- Task details: Read through the lines below and copy the ones holding the string "column".

- Source data:
◆ ◆ ◆

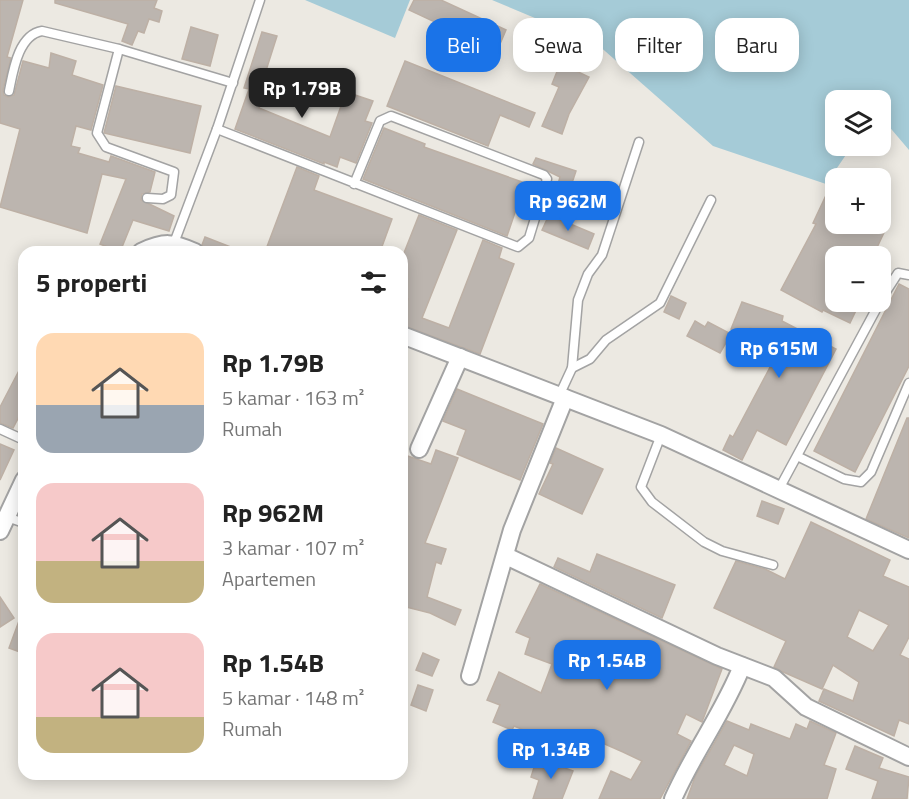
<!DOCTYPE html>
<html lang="id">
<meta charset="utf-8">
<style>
:root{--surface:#fff;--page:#f6f6f6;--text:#222;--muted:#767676;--accent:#1a73e8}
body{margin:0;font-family:"Titillium Web",sans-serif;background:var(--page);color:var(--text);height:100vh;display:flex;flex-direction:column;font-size:22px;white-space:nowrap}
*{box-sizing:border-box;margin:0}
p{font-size:20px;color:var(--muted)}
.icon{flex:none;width:33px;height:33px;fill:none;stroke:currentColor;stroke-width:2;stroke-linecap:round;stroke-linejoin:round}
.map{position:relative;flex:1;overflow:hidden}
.sheet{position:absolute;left:18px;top:246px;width:390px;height:534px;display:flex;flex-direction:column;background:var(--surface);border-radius:18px;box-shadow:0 3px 15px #0003}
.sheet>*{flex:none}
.banner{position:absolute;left:426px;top:18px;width:393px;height:54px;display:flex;gap:12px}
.fabs{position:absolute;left:825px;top:90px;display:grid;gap:12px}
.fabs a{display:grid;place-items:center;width:66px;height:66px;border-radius:12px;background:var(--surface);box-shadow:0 3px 15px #0003;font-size:30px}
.price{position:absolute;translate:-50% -51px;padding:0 14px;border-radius:12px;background:var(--accent);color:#fff;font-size:20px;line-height:39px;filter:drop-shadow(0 2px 3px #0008)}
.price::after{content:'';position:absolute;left:50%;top:36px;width:18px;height:14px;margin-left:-9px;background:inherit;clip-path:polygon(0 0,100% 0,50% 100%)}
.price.current{background:#222;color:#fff}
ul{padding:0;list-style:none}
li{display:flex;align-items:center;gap:18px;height:150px;padding:0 18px}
li span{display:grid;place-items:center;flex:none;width:168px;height:120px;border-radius:18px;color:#555}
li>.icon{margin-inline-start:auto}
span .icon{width:72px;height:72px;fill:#fffc;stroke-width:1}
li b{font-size:26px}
h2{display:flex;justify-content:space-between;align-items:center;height:72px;padding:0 18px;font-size:26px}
.tag{padding:0 21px;border-radius:18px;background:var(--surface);box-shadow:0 3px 15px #0003;font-size:21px;line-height:54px}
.tag.current{background:var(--accent);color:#fff}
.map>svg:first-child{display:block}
.water{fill:#a5cbd7}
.building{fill:#bcb5af;stroke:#bdb0a5;stroke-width:1.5;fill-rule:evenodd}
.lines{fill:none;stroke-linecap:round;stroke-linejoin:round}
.lane-casing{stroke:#a3a3a3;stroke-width:11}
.street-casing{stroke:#a3a3a3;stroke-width:20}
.lane{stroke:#fff;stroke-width:8}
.street{stroke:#fff;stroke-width:16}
</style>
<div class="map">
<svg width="909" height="799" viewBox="0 0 909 799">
<rect width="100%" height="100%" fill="#ece9e2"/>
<g class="water">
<polygon points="305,0 410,0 395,38"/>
<polygon points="492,0 909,0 909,150 881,117 880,100 836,100 836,146 852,146 826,184 713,146 597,44"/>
</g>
<g class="building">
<polygon points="0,0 23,0 7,57 11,58 3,90 4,95 8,97 14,95 23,61 49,68 51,53 76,61 72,75 103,85 91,130 76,126 71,146 80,148 78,153 109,162 111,156 155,172 150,192 142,194 141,200 174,216 169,231 133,220 120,252 100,244 126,179 102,174 87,233 0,207 20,129 0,123"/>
<polygon points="55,0 157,0 154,8 162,11 159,22 149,19 144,33 138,31 132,45 122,41 128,24 55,3"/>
<polygon points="414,0 441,0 506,30 497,51 409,10"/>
<polygon points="191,27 218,35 210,66 182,59"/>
<polygon points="262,32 277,36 263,80 267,81 259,108 330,137 346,92 373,101 365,121 372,123 356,163 340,157 337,167 324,162 324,164 235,129 249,89 244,88"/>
<polygon points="568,48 583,55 576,71 589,77 569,114 562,134 542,126 559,87 552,84 558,69 540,64 543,52 563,57"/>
<polygon points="405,61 535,113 529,127 500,115 488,146 387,106"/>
<polygon points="116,86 201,106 190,153 104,133"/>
<polygon points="384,128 425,144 424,147 525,183 507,236 363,179"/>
<polygon points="536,158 576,171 568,195 556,191 560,177 533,164"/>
<polygon points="297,167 319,176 314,190 392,219 380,252 265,252"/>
<polygon points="836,174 836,224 888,224 873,256 836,256 836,288 828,302 860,302 850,323 823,310 822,312 781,290 816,224 813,223"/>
<polygon points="419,215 457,230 422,318 449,328 483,240 502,248 499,258 514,264 480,354 402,325 402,314 408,299 402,297 402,258"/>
<polygon points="549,215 594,234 588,249 542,230"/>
<polygon points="205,237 241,251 241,252 205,252 202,245"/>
<polygon points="899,284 909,289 909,366 855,472 814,451"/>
<polygon points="671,296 686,303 679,319 664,312"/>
<polygon points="742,302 783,316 782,321 836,349 786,445 757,430 742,460 723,450 730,435 733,437 784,341 750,328 747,336 731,329"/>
<polygon points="695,321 705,327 708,322 731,334 720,353 687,336"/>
<polygon points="24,361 24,407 13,428 0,423 0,407"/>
<polygon points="457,389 543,424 520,480 457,454 466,430 443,421"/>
<polygon points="907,418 909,418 909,538 866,519"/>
<polygon points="0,444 14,450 0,480"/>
<polygon points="556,448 603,469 582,514 539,494 553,464 550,463"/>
<polygon points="436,450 458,458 425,543 446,549 441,564 436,562 427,597 461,610 455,625 430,613 402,606 402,454 431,464"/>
<polygon points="762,501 784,509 778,524 757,516"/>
<path d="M811,522L890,560L883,576L909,587V637L900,655L909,659V724L899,720L894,736L819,701L824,689L853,701L859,682L833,665L822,689L781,671L774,667L786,641L714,608L736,561L765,569L785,579ZM859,610L889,625L873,651L847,637Z"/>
<polygon points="597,554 675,585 662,618 554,567 558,558 590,572"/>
<polygon points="540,584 722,669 702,722 686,714 677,734 691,741 660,799 599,799 611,771 631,780 642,761 623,752 598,741 591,757 514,726 512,730 493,722 500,705 487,700 499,672 541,693 552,664 525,654 530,638 516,632"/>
<polygon points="0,597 14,618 0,627"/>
<polygon points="23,610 24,641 20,652 9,648"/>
<polygon points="423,653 439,660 432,676 416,670"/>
<polygon points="418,685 433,690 426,711 411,705"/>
<path d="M727,721L749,730L751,724L790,739L796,724L807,729L810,721L836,733L824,765L836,769L827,799H687L695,777ZM734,745L754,754L747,776L724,765Z"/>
<polygon points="855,746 883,758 879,768 909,777 907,799 872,799 878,781 846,769"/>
<polygon points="537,758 573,771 562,799 533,799 539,780 531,777"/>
</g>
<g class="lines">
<defs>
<g id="lane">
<polyline points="119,49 97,133 106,147 174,172 171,195 163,199 147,198"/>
<path d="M9,91C13,72 18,35 42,31L119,49L233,83"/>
<polyline points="217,129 518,247 529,238 547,179 544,175 391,116 380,121 354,184"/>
<polyline points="174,243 217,129 260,0"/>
<polyline points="880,301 898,273 909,275"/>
<polyline points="572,368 590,359 606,340 660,303 711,200"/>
<polyline points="559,396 572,368 578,300 588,274 602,255 639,142"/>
<polyline points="0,429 24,440"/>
<polyline points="661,435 641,487 652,502 704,542 722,551 773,565"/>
<polyline points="799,457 844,479 861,482 871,472 909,383"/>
<polyline points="779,489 880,302"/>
<polyline points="7,517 24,523"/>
</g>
<g id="street">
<path d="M141,252C164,241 173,242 195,252"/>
<polyline points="402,335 661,435 909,550"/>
<polyline points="419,449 460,357"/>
<polyline points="0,531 24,480"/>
<polyline points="506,556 717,656 774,678 806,707 909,757"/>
<polyline points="470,676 512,530 565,398"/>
<path d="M673,799C693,753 724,712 742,666"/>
</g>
</defs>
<use href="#lane" class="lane-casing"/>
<use href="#street" class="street-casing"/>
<use href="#lane" class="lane"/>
<use href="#street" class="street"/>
</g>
</svg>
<div class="fabs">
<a><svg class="icon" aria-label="layers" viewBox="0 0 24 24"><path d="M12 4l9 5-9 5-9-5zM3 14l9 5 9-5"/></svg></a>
<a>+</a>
<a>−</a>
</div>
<b class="price current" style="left:302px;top:119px">Rp 1.79B</b>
<b class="price" style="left:568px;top:232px">Rp 962M</b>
<b class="price" style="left:779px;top:379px">Rp 615M</b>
<b class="price" style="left:607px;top:691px">Rp 1.54B</b>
<b class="price" style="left:551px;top:780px">Rp 1.34B</b>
<div class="banner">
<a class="tag current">Beli</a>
<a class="tag">Sewa</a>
<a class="tag">Filter</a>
<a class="tag">Baru</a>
</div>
<section class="sheet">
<h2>5 properti<svg class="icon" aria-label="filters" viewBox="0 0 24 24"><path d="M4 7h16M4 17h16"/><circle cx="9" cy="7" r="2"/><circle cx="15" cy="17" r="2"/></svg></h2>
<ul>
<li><span style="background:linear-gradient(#ffd9b3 60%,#9aa5b1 0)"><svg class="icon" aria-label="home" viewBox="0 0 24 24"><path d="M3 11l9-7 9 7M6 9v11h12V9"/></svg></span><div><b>Rp 1.79B</b><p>5 kamar · 163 m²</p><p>Rumah</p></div></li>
<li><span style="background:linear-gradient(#f6c9c9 65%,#c2b280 0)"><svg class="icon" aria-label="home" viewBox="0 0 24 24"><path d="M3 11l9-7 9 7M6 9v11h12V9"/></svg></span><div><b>Rp 962M</b><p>3 kamar · 107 m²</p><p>Apartemen</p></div></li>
<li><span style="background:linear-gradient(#f6c9c9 70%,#c2b280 0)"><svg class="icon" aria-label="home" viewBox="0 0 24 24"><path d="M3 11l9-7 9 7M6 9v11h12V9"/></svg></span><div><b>Rp 1.54B</b><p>5 kamar · 148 m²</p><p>Rumah</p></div></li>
</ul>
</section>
</div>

◆ ◆ ◆

- Answer box:
body{margin:0;font-family:"Titillium Web",sans-serif;background:var(--page);color:var(--text);height:100vh;display:flex;flex-direction:column;font-size:22px;white-space:nowrap}
.sheet{position:absolute;left:18px;top:246px;width:390px;height:534px;display:flex;flex-direction:column;background:var(--surface);border-radius:18px;box-shadow:0 3px 15px #0003}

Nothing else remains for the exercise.